Aid workers on the ground in the vast region, which encompasses Somalia, Ethiopia, Eritrea, Djibouti and Kenya, are seeing the same warning signs that preceded the famine in Somalia six years ago, CARE warns.
The international community needs to act quickly to avoid the repetition of the 2011 famine that killed more than 260,000 people, says Raheel Nazir Chaudhary, CARE’s country director in Somalia.
“Today, we still have time to implement early response programs to help protect people’s assets and food stocks, prevent people from going hungry en masse and prevent hundreds of thousands of children from suffering crippling malnutrition,” Chaudhary said in a statement.
“We cannot wait until the TV cameras appear and start broadcasting starving children. The time to support is now.”
Two years of drought
Two years of consecutive droughts, exacerbated by one of the strongest El Niño events ever recorded and followed by its no less disruptive sister, La Niña, have already produced severe water and pasture shortages in pastoral regions, and severe loss of livestock and reduced milk production in the north of Somalia, warned the United Nations’ World Food Program.
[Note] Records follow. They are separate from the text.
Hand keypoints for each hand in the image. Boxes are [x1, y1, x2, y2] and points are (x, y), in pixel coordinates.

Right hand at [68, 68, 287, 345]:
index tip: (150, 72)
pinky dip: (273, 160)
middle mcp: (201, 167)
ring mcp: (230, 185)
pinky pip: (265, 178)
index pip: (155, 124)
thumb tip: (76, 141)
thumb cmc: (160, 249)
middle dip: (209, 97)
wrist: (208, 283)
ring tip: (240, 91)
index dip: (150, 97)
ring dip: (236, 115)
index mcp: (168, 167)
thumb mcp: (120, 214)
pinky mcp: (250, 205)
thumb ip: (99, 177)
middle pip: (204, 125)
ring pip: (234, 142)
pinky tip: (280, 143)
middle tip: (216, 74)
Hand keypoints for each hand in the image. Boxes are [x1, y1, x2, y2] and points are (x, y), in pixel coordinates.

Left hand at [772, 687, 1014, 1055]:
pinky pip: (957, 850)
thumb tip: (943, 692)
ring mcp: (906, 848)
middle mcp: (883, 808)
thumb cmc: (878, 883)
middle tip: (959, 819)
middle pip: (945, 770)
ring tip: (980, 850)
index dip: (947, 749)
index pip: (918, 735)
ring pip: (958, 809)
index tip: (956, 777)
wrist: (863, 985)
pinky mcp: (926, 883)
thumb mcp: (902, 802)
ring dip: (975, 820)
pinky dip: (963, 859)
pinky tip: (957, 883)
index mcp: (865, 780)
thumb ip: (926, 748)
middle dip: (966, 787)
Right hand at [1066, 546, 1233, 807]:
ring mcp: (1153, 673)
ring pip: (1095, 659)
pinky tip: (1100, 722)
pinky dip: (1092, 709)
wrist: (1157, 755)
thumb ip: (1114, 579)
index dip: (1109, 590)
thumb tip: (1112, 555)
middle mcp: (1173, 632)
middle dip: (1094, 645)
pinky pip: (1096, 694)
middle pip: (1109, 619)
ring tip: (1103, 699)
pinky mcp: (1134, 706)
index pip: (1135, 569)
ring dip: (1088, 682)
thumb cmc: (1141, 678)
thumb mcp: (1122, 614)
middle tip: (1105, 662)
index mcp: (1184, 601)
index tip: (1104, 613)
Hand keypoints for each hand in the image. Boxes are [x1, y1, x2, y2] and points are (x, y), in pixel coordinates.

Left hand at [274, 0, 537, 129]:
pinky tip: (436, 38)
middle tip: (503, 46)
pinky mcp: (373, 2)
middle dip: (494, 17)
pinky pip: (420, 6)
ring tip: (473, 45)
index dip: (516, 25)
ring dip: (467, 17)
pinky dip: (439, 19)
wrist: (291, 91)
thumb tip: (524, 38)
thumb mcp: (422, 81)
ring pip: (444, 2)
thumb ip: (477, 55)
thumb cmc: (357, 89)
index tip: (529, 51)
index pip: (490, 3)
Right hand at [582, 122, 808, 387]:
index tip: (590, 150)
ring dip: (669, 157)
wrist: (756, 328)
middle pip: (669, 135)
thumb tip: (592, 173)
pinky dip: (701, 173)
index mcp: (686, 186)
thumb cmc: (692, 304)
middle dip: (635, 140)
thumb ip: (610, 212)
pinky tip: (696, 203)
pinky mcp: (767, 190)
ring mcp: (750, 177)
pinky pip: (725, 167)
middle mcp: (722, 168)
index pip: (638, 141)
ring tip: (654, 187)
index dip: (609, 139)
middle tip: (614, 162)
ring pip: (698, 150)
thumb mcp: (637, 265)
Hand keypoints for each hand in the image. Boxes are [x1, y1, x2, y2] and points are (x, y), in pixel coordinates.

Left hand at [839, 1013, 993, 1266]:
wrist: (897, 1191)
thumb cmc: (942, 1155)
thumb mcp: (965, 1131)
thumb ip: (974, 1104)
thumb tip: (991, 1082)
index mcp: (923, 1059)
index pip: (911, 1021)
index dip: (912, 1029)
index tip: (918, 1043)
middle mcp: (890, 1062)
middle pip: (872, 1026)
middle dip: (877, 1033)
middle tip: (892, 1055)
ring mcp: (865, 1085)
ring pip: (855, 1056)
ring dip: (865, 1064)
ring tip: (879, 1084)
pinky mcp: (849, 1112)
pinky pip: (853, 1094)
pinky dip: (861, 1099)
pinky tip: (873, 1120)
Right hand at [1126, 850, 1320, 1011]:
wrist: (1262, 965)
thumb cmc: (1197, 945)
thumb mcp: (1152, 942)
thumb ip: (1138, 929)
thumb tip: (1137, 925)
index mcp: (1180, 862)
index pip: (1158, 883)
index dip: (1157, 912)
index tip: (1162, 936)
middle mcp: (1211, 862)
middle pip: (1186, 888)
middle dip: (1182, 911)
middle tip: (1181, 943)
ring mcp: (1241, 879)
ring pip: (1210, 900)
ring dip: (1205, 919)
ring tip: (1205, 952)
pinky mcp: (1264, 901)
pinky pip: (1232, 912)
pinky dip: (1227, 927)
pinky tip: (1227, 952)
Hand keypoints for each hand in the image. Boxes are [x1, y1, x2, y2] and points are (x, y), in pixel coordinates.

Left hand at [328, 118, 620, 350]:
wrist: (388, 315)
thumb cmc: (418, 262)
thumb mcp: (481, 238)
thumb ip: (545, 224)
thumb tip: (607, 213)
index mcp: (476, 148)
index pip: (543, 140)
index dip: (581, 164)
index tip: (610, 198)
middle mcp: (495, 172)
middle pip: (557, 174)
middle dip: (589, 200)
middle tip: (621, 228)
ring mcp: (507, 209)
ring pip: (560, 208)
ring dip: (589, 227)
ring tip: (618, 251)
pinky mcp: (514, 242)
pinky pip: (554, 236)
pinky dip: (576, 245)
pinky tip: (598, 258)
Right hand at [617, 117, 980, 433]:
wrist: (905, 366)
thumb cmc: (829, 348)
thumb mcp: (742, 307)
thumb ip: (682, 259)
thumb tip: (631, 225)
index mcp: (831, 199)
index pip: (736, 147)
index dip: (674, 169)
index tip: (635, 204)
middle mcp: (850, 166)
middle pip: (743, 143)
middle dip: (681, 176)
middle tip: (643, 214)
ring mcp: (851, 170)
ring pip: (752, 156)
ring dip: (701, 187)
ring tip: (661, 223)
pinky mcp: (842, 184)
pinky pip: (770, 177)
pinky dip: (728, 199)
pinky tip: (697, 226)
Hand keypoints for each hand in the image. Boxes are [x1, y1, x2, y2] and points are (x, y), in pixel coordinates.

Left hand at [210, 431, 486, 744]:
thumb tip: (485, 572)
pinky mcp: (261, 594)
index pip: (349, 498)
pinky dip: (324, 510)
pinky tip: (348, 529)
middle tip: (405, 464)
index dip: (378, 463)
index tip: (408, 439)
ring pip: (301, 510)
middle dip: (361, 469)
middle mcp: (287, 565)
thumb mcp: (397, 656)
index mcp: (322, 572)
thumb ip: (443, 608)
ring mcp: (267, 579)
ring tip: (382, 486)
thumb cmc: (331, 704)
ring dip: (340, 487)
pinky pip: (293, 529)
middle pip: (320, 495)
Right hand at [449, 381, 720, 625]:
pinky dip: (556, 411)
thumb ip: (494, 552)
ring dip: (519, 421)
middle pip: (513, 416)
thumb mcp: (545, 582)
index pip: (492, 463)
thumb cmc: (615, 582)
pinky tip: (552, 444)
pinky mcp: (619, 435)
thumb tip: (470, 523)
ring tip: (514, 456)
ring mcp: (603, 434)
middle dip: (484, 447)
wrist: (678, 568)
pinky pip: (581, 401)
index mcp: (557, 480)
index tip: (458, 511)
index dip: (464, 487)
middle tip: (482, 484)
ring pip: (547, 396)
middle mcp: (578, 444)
The drought is also forcing thousands of pastoralists farther and farther away from their traditional grazing grounds in search of water, increasing conflicts among various ethnic groups in competition for the scarce resources, said Stephen Gwynne-Vaughan, CARE’s country director in Kenya and former Ottawa resident.
“There is an increased number of livestock deaths and what households are trying to do is to sell their animals before they starve to death,” Gwynne-Vaughan said in a phone interview from the Kenyan capital of Nairobi.
As a result prices for livestock have plummeted, while prices for water and food have skyrocketed.
“They’re not getting much money for them and the food and the grains they are buying, they are all costing more, so each household is having less food to eat and we’re seeing an increase in the rate of acute malnutrition at an alarming rate,” Gwynne-Vaughan said.
Even in parts of Kenya, which compared to its neighbours has a much more abundant and robust water supply, people have to rely on special deliveries of water by truck and get by with 10 or 20 litres of water per day (an average Canadian consumes about 330 litres of water per day).
The Kenyan government has declared the drought a ‘national disaster.’ The governments of both Kenya and neighbouring Ethiopia warn that several million people in each country will require food, nutrition and livelihood support in the coming months, the WFP reports.
According to CARE estimates more than 15 million people are currently affected by the drought in Ethiopia, Kenya and Somalia.
Among them are nearly 680,000 pregnant women and lactating mothers, CARE says.
“Women and girls are the most affected by droughts and food crises. As families are skipping meals and only eat once a day, women and girls eat last and the least,” said Chaudhary. “In Somalia, women and girls are responsible for herding small livestock and collecting water. Yet as most water points dried up, they now have to walk on average 50 kilometres in search for water.”
In addition, long-term climate forecasts provided to the WFP predict another poor ‘Gu’ rainfall season (from March to May), which is usually the most productive season of the year.
“The forecasts are bleak. If it won’t rain in the coming months, famine will become a possibility in Somalia. We need funding now to prevent families from tipping over the edge into severe hunger,” said Chaudhary.